**Aim of the task**
Apart from the pictures, every entry below should be repeated exactly.

**Excerpted records**
↓↓↓
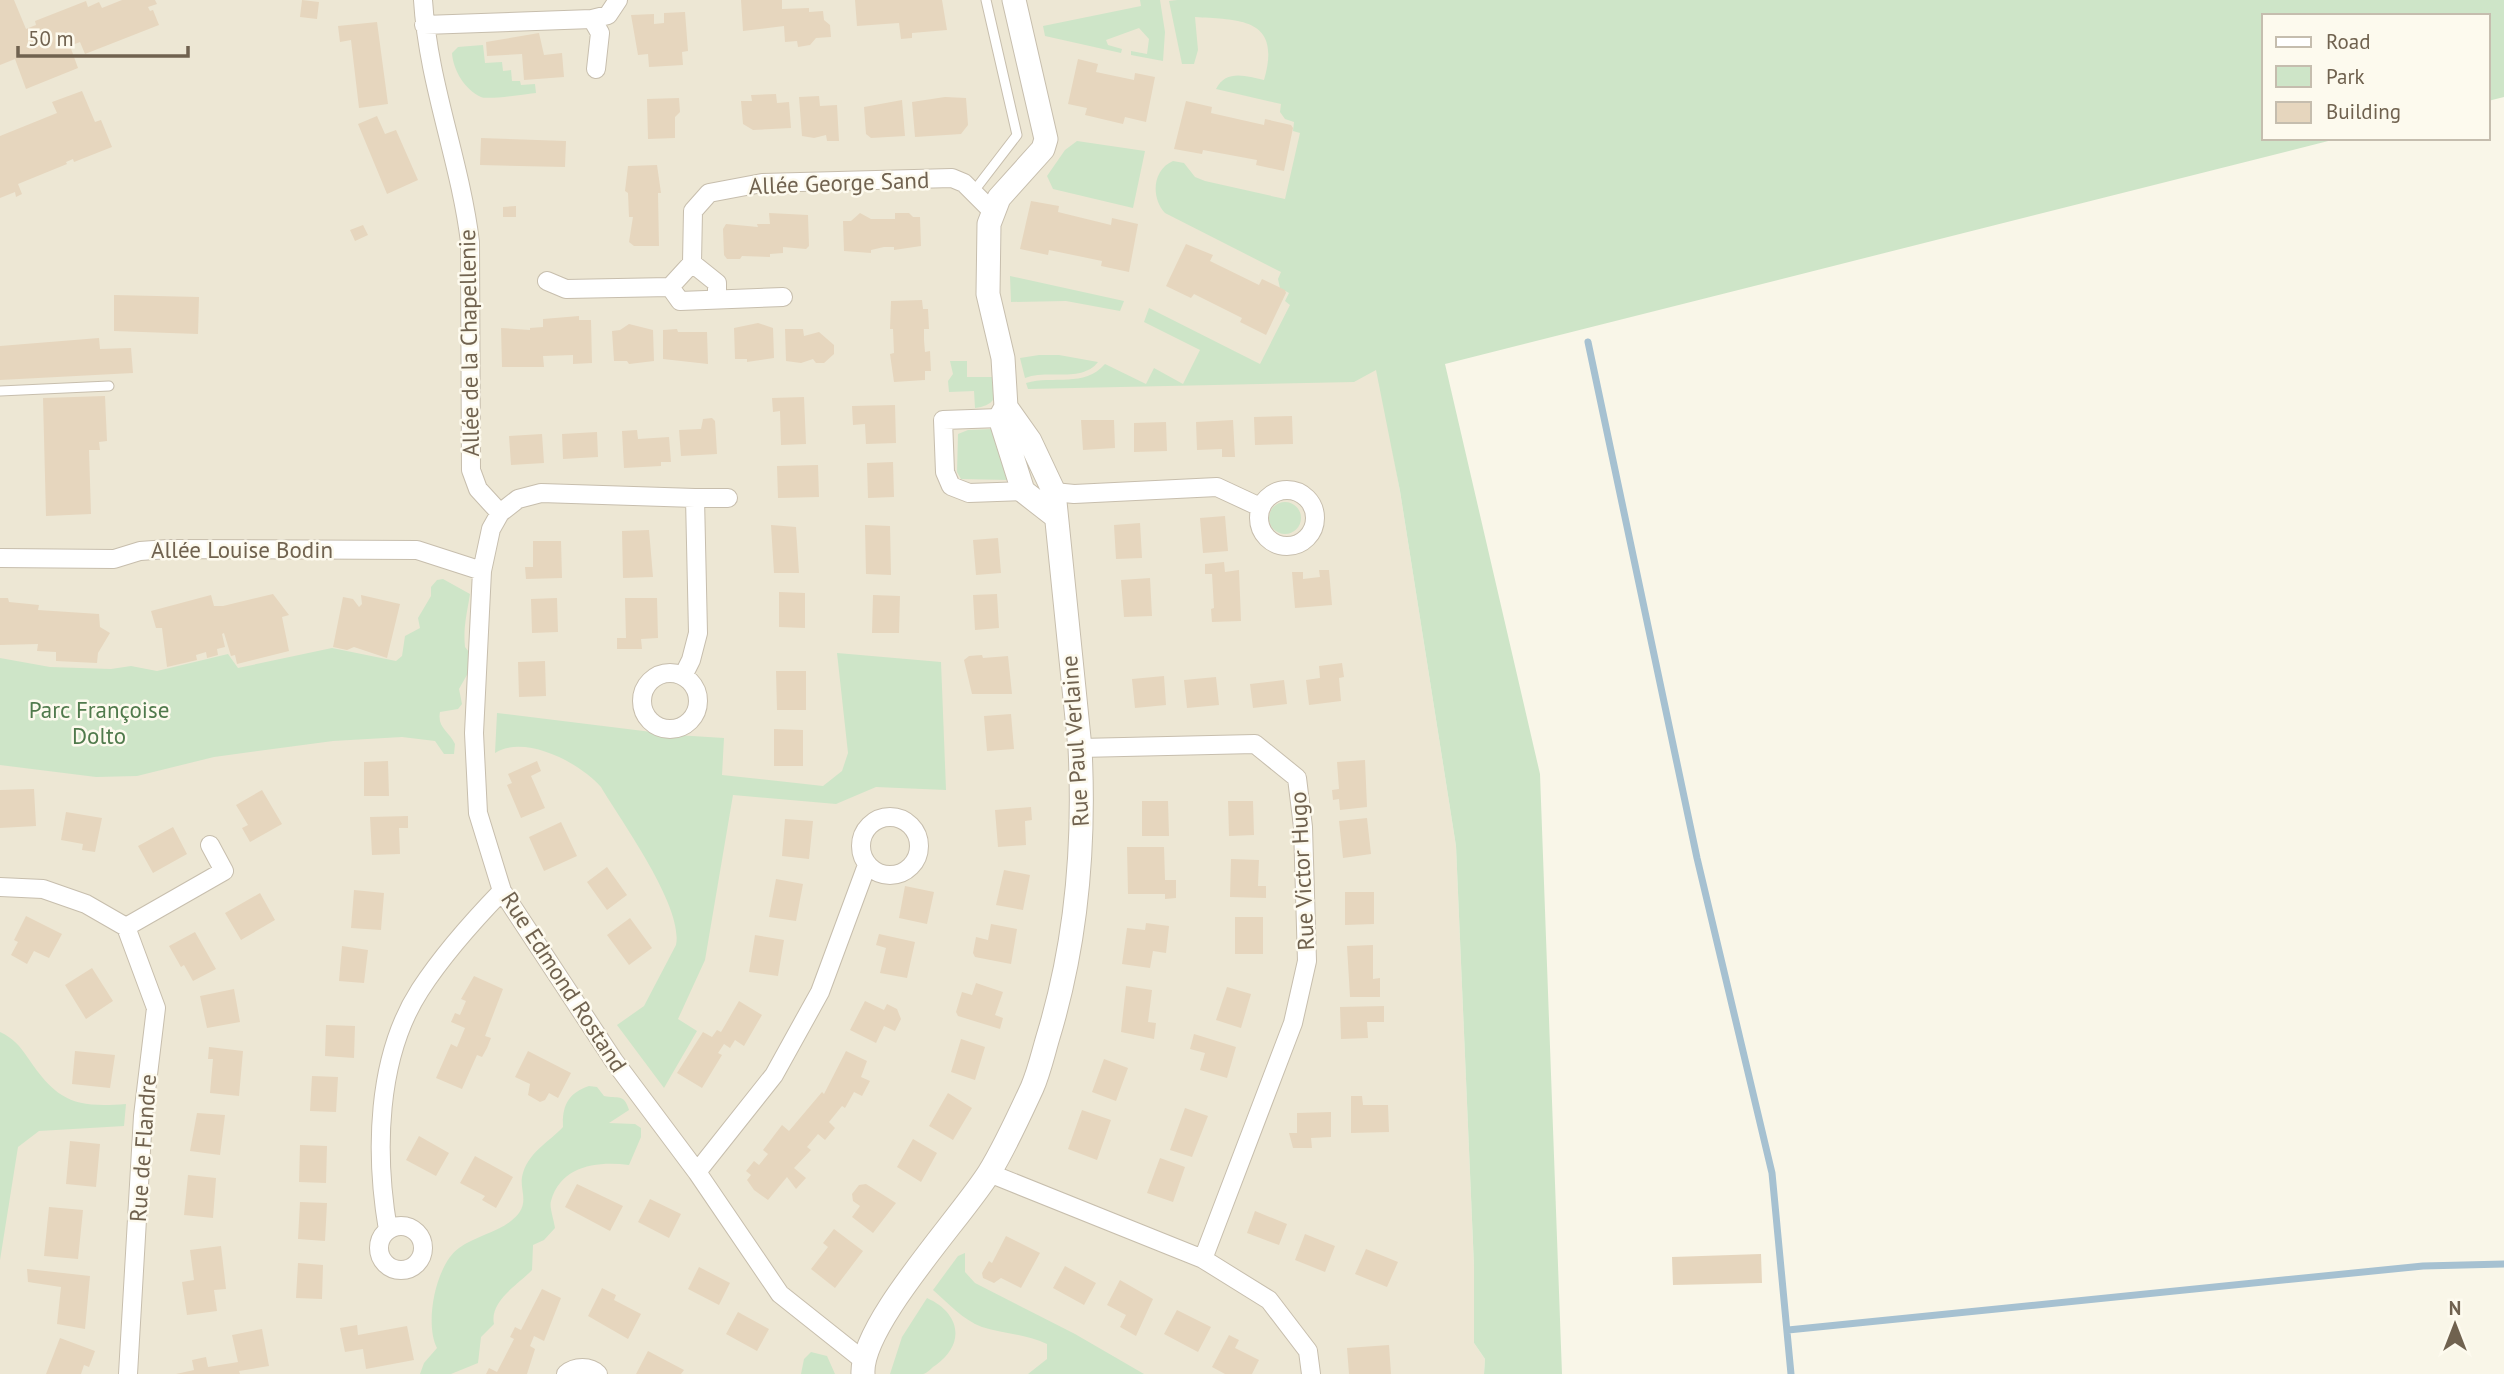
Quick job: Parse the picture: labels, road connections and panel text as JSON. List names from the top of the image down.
{
  "streets": {
    "street": [
      "Allée George Sand",
      "Allée de la Chapellenie",
      "Allée Louise Bodin",
      "Rue Paul Verlaine",
      "Rue Victor Hugo",
      "Rue Edmond Rostand",
      "Rue de Flandre"
    ]
  },
  "crossings": [
    ["Allée de la Chapellenie", "Rue Edmond Rostand"],
    ["Allée Louise Bodin", "Rue Edmond Rostand"],
    ["Rue Paul Verlaine", "Rue Victor Hugo"],
    ["Rue Paul Verlaine", "Rue Edmond Rostand"]
  ],
  "parks": ["Parc Françoise Dolto"],
  "legend": ["Road", "Park", "Building"],
  "scale_bar": "50 m",
  "north": "top"
}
↑↑↑
**Answer to this exercise**
Quick job: Parse the picture: labels, road connections and panel text as JSON. List names from the top of the image down.
{
  "streets": {
    "street": [
      "Allée George Sand",
      "Allée de la Chapellenie",
      "Allée Louise Bodin",
      "Rue Paul Verlaine",
      "Rue Victor Hugo",
      "Rue Edmond Rostand",
      "Rue de Flandre"
    ]
  },
  "crossings": [
    ["Allée de la Chapellenie", "Rue Edmond Rostand"],
    ["Allée Louise Bodin", "Rue Edmond Rostand"],
    ["Rue Paul Verlaine", "Rue Victor Hugo"],
    ["Rue Paul Verlaine", "Rue Edmond Rostand"]
  ],
  "parks": ["Parc Françoise Dolto"],
  "legend": ["Road", "Park", "Building"],
  "scale_bar": "50 m",
  "north": "top"
}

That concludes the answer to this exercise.